Exercise requirements –
When a line of the entries contains the word "every", report that line.

Saved data entries:

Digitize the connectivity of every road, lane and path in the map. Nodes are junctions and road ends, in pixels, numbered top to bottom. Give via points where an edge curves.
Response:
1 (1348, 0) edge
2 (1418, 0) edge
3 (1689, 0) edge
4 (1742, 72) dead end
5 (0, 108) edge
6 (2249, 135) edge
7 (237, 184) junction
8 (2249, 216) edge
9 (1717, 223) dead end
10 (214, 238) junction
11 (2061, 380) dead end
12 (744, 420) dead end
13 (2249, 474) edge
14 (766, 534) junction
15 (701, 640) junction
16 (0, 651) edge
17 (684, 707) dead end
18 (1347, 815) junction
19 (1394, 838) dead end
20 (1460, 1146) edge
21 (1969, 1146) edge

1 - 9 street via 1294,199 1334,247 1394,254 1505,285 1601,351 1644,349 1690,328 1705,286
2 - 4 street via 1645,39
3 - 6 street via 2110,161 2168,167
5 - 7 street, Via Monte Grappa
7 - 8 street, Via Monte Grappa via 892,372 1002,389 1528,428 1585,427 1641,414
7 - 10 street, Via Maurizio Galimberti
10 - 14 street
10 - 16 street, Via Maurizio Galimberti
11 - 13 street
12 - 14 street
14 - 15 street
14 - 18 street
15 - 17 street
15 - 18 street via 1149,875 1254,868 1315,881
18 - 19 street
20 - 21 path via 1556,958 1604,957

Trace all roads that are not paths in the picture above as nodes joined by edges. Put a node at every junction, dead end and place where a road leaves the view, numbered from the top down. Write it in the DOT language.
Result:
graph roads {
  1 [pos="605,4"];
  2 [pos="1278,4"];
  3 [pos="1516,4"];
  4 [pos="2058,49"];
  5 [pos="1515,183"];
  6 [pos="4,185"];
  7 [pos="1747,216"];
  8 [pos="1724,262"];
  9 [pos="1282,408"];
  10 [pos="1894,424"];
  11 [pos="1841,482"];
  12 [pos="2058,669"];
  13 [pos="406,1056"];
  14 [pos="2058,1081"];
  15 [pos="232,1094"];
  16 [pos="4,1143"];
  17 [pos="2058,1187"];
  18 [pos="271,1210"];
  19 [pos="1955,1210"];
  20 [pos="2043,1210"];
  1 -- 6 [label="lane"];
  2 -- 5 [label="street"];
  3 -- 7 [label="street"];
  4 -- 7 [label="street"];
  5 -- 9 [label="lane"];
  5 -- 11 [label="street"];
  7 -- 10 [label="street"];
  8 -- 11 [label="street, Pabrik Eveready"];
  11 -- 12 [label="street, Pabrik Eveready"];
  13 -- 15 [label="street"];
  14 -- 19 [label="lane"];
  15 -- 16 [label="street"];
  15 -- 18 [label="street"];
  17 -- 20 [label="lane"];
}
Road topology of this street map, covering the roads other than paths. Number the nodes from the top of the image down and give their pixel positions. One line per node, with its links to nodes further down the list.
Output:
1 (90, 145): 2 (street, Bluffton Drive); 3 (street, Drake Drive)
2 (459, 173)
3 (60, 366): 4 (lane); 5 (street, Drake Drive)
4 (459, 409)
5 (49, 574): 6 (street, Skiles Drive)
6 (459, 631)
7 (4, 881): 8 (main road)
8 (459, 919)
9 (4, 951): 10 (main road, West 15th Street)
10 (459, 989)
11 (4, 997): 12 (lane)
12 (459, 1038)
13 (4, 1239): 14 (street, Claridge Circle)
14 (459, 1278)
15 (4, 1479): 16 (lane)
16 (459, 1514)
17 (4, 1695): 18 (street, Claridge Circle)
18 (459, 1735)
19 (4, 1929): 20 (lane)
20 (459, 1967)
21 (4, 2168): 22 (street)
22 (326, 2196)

Finished task –
Digitize the connectivity of every road, lane and path in the map. Nodes are junctions and road ends, in pixels, numbered top to bottom. Give via points where an edge curves.
Trace all roads that are not paths in the picture above as nodes joined by edges. Put a node at every junction, dead end and place where a road leaves the view, numbered from the top down. Write it in the DOT language.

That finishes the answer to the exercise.